## Your objective
Go through the entries and copy every one exactly.

## Data
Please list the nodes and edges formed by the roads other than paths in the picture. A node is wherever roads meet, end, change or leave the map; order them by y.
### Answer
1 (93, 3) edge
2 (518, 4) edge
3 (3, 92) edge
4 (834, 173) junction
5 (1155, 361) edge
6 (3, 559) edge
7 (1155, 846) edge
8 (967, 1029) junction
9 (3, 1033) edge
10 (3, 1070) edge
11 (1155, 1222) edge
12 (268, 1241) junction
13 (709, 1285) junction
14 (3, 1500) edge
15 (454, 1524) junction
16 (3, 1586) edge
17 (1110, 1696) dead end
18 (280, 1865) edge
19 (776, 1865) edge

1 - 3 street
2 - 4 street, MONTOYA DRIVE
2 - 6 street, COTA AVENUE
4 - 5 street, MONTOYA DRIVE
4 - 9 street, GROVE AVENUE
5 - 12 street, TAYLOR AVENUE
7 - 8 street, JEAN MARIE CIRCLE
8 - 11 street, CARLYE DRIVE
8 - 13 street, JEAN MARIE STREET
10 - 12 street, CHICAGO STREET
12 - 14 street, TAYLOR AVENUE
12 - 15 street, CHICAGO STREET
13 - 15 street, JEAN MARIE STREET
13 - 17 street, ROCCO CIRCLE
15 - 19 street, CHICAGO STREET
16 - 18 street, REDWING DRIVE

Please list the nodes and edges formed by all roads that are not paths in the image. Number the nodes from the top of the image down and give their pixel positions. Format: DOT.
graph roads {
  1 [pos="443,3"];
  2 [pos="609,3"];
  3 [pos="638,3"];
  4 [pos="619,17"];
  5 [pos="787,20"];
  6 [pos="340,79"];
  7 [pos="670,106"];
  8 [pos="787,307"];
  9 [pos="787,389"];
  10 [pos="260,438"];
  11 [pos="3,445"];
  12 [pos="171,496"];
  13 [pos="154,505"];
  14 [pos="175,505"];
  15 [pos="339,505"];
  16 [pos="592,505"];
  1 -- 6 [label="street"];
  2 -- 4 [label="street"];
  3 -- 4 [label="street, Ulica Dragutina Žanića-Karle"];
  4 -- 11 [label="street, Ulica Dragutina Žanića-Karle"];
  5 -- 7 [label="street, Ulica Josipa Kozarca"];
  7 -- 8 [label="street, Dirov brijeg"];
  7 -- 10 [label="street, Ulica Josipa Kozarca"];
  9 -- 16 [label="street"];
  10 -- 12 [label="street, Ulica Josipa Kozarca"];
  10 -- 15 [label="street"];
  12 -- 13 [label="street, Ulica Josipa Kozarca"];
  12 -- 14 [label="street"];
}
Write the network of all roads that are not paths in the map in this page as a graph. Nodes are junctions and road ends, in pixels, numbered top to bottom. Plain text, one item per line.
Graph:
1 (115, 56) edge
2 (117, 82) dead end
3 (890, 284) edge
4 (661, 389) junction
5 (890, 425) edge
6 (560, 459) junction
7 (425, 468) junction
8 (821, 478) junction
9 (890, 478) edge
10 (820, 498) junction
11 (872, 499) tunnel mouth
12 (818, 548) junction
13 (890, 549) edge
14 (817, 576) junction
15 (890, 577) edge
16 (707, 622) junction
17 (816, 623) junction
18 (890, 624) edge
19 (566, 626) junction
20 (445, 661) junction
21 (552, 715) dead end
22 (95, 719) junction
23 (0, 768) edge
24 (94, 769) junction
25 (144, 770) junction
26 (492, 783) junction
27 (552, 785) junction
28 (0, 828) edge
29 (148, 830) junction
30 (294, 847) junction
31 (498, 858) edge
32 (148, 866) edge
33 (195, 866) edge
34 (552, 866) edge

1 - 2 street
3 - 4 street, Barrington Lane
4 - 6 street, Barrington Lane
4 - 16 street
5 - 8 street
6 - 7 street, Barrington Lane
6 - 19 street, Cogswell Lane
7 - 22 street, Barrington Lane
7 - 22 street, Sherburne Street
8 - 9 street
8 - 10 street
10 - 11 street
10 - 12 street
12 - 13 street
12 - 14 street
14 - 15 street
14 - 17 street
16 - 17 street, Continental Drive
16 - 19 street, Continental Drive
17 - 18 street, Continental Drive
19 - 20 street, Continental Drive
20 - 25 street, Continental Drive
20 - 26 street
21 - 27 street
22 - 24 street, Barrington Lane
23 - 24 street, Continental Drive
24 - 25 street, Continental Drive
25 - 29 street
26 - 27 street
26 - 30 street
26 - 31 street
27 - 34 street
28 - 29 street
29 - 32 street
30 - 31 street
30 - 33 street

## Worked solution
Please list the nodes and edges formed by the roads other than paths in the picture. A node is wherever roads meet, end, change or leave the map; order them by y.
### Answer
1 (93, 3) edge
2 (518, 4) edge
3 (3, 92) edge
4 (834, 173) junction
5 (1155, 361) edge
6 (3, 559) edge
7 (1155, 846) edge
8 (967, 1029) junction
9 (3, 1033) edge
10 (3, 1070) edge
11 (1155, 1222) edge
12 (268, 1241) junction
13 (709, 1285) junction
14 (3, 1500) edge
15 (454, 1524) junction
16 (3, 1586) edge
17 (1110, 1696) dead end
18 (280, 1865) edge
19 (776, 1865) edge

1 - 3 street
2 - 4 street, MONTOYA DRIVE
2 - 6 street, COTA AVENUE
4 - 5 street, MONTOYA DRIVE
4 - 9 street, GROVE AVENUE
5 - 12 street, TAYLOR AVENUE
7 - 8 street, JEAN MARIE CIRCLE
8 - 11 street, CARLYE DRIVE
8 - 13 street, JEAN MARIE STREET
10 - 12 street, CHICAGO STREET
12 - 14 street, TAYLOR AVENUE
12 - 15 street, CHICAGO STREET
13 - 15 street, JEAN MARIE STREET
13 - 17 street, ROCCO CIRCLE
15 - 19 street, CHICAGO STREET
16 - 18 street, REDWING DRIVE

Please list the nodes and edges formed by all roads that are not paths in the image. Number the nodes from the top of the image down and give their pixel positions. Format: DOT.
graph roads {
  1 [pos="443,3"];
  2 [pos="609,3"];
  3 [pos="638,3"];
  4 [pos="619,17"];
  5 [pos="787,20"];
  6 [pos="340,79"];
  7 [pos="670,106"];
  8 [pos="787,307"];
  9 [pos="787,389"];
  10 [pos="260,438"];
  11 [pos="3,445"];
  12 [pos="171,496"];
  13 [pos="154,505"];
  14 [pos="175,505"];
  15 [pos="339,505"];
  16 [pos="592,505"];
  1 -- 6 [label="street"];
  2 -- 4 [label="street"];
  3 -- 4 [label="street, Ulica Dragutina Žanića-Karle"];
  4 -- 11 [label="street, Ulica Dragutina Žanića-Karle"];
  5 -- 7 [label="street, Ulica Josipa Kozarca"];
  7 -- 8 [label="street, Dirov brijeg"];
  7 -- 10 [label="street, Ulica Josipa Kozarca"];
  9 -- 16 [label="street"];
  10 -- 12 [label="street, Ulica Josipa Kozarca"];
  10 -- 15 [label="street"];
  12 -- 13 [label="street, Ulica Josipa Kozarca"];
  12 -- 14 [label="street"];
}
Write the network of all roads that are not paths in the map in this page as a graph. Nodes are junctions and road ends, in pixels, numbered top to bottom. Plain text, one item per line.
Graph:
1 (115, 56) edge
2 (117, 82) dead end
3 (890, 284) edge
4 (661, 389) junction
5 (890, 425) edge
6 (560, 459) junction
7 (425, 468) junction
8 (821, 478) junction
9 (890, 478) edge
10 (820, 498) junction
11 (872, 499) tunnel mouth
12 (818, 548) junction
13 (890, 549) edge
14 (817, 576) junction
15 (890, 577) edge
16 (707, 622) junction
17 (816, 623) junction
18 (890, 624) edge
19 (566, 626) junction
20 (445, 661) junction
21 (552, 715) dead end
22 (95, 719) junction
23 (0, 768) edge
24 (94, 769) junction
25 (144, 770) junction
26 (492, 783) junction
27 (552, 785) junction
28 (0, 828) edge
29 (148, 830) junction
30 (294, 847) junction
31 (498, 858) edge
32 (148, 866) edge
33 (195, 866) edge
34 (552, 866) edge

1 - 2 street
3 - 4 street, Barrington Lane
4 - 6 street, Barrington Lane
4 - 16 street
5 - 8 street
6 - 7 street, Barrington Lane
6 - 19 street, Cogswell Lane
7 - 22 street, Barrington Lane
7 - 22 street, Sherburne Street
8 - 9 street
8 - 10 street
10 - 11 street
10 - 12 street
12 - 13 street
12 - 14 street
14 - 15 street
14 - 17 street
16 - 17 street, Continental Drive
16 - 19 street, Continental Drive
17 - 18 street, Continental Drive
19 - 20 street, Continental Drive
20 - 25 street, Continental Drive
20 - 26 street
21 - 27 street
22 - 24 street, Barrington Lane
23 - 24 street, Continental Drive
24 - 25 street, Continental Drive
25 - 29 street
26 - 27 street
26 - 30 street
26 - 31 street
27 - 34 street
28 - 29 street
29 - 32 street
30 - 31 street
30 - 33 street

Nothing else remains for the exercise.